Seth Lakeman – A Pilgrim’s Tale: Album Review

Release Date:   7th February 2020

Label:  BMG

Formats: CD, DL, vinyl

“If you’ve never heard anything about The Mayflower and the birth of the modern USA, these words and music could be your primer.” Not our words but those of Seth Lakeman. All going to prove there’s nothing wrong with a bit of shameless self-promotion.

Taking a leaf from a recent trend in folk music to combine music and narrative in the style of the revival of the ‘folk opera’ The Transports, Sam Sweeney’s Made In The Great War and The Young’uns outstanding Ballad Of Johnny Longstaff, Seth Lakeman has focused on the 400th anniversary of the departure of the Mayflower on their voyage of hope to similar effect.

Opting for an approach that for once seemingly sidetracks his trademark folk tales of Dartmoor and the South West, Seth’s written a set that form a musical and fictional narrative of the pilgrim’s journey. Having said that The Mayflower Steps in Plymouth are where he spent (possibly even misspent) many an hour of his youth; a case of the apple not falling too far from the tree.

He’s done his homework thoroughly, taking advantage of his American jaunts as part of Robert Plant’s band to research and gather source material from, amongst others,  the modern day ancestors of the Wampanoag people in Plymouth Plantation in Massachusetts. True to form, he’s also retained a close knit back up team with his regular right hand man Ben Nicholls as well as the familiar names of Benji Kirkpatrick, sister-in-law Cara Dillon and his dad Geoff.

Paul McGann provides a narration that links the songs, which on the one hand celebrate a key moment in history yet also highlight the trials, tribulations and nefarious deeds of the pilgrims of four hundred years ago.

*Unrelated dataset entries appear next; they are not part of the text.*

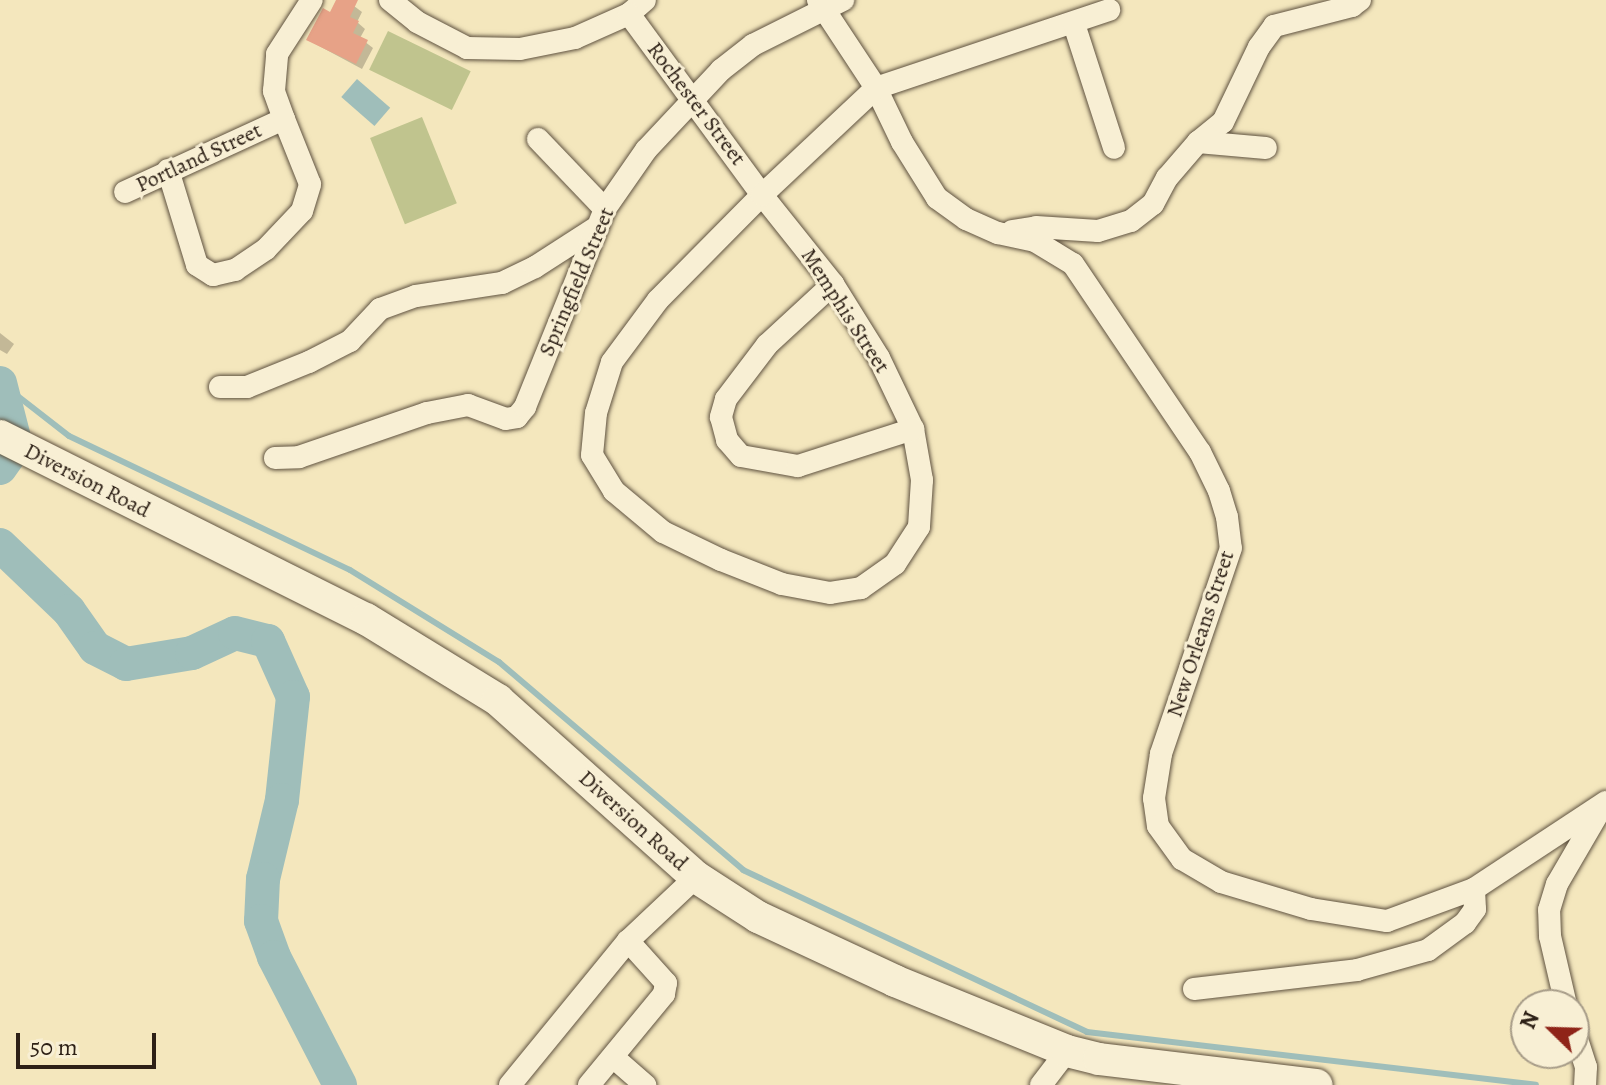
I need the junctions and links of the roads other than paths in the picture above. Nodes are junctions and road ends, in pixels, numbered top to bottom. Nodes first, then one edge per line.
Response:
1 (312, 0) edge
2 (390, 0) edge
3 (1360, 0) edge
4 (828, 3) edge
5 (637, 7) edge
6 (1109, 10) dead end
7 (1074, 24) junction
8 (876, 88) junction
9 (692, 99) junction
10 (284, 119) junction
11 (538, 139) dead end
12 (1198, 142) junction
13 (1114, 148) dead end
14 (1266, 148) dead end
15 (168, 170) junction
16 (125, 192) dead end
17 (762, 195) junction
18 (601, 218) junction
19 (998, 233) junction
20 (833, 284) junction
21 (220, 387) dead end
22 (913, 429) junction
23 (0, 436) edge
24 (275, 458) dead end
25 (1604, 803) edge
26 (696, 877) junction
27 (1474, 889) junction
28 (628, 941) junction
29 (1194, 989) dead end
30 (1562, 989) edge
31 (1067, 1051) junction
32 (613, 1057) junction
33 (510, 1085) edge
34 (589, 1085) edge
35 (645, 1085) edge
36 (1041, 1085) edge
37 (1316, 1085) edge

1 - 10 street, Portland Street
2 - 5 street
3 - 12 street
4 - 8 street, New Orleans Street
4 - 9 street, Springfield Street
5 - 9 street, Rochester Street
6 - 7 street, Memphis Street
7 - 8 street, Memphis Street
7 - 13 street
8 - 17 street, Memphis Street
8 - 19 street, New Orleans Street
9 - 17 street, Rochester Street
9 - 18 street, Springfield Street
10 - 15 street, Portland Street
10 - 15 street
11 - 18 street
12 - 14 street
12 - 19 street
15 - 16 street, Portland Street
17 - 20 street, Memphis Street
17 - 22 street, Memphis Street
18 - 21 street
18 - 24 street, Springfield Street
19 - 27 street, New Orleans Street
20 - 22 street, Memphis Street
20 - 22 street
23 - 26 street, Diversion Road
25 - 27 street, New Orleans Street
25 - 30 street
26 - 28 street
26 - 31 street, Diversion Road
27 - 29 street
28 - 32 street
28 - 33 street
31 - 36 street
31 - 37 street, Diversion Road
32 - 34 street
32 - 35 street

Musically, it’s a return to the more stripped back – organic if you will – style that characterised Tales From The Barrel House back in 2014 after a period of testing out a more mainstream direction. Look on The Pilgrim’s Tale as a series of Seth plus one so the twelve songs see the combination of Seth performing as a duo with one (or occasionally more) of his musical compadres; to be brutally frank, it’s all the better for the return to a rootsier sound and maybe some credit to the Plant influence in shaping the direction of his more recent work and live shows. There’s a strong presence of a slow bluesy fiddle that hangs over the album like the ghost of his recent past.

Despite the curtain raising strains of Watch Out opening the sequence with the premonitions of a Wampanoag girl, there’s a sense of hope in Westward Bound and eventual closure that sees Seth and Benji combining on  Mayflower Waltz.

Three songs see Seth mining the traditional with Pilgrim Brother, Sailing Time, both of which reflect the healthy optimism of the times and The Digging Song. It leaves the bulk of the material coming from his own hand and where his storytelling takes on a sharper focus; having a tale to tell always brings out the best. It’s where he’s reaped the most reward in the past – think of the strength of the combination of music and writing when there’s a story to tell – Solomon Browne, Kitty Jay and 1643 from his earlier days spring immediately to mind.

He’s done a grand job in conveying the trepidation in heading westwards and dotting in haunting moments where the fiddle and viola drones create an eerie and hypnotic atmosphere. The subject matter becomes melancholy and reflective, with Cara Dillon adding a subtle class to Saints And Strangers and particularly Bury Nights, the latter an emotional, touching and glorious album highlight. On the other hand, there’s the sense of achievement and celebration and a hark back to a Kitty Jay urgency to The Great Iron Screw when the four-piece ensemble kicks into action.

Seth’s already out on a tour which takes in locations which hold some significance to the Mayflower journey – not much use for us Northern folk, but in terms of an all-encompassing experience, playing the places which are significant in the story makes sense.

And with his radio show – Seth Lakeman’s Folk Map of the British Isles – going down a treat (we chatted to him about it when we bumped into him last year’s Folk Awards at the Bridgewater Hall…incidentally, the place where I first saw him play way back in 2006) he seems to have found a new calling; one at which he seems to have taken to most effectively. Seth Lakeman – the pilgrim personified.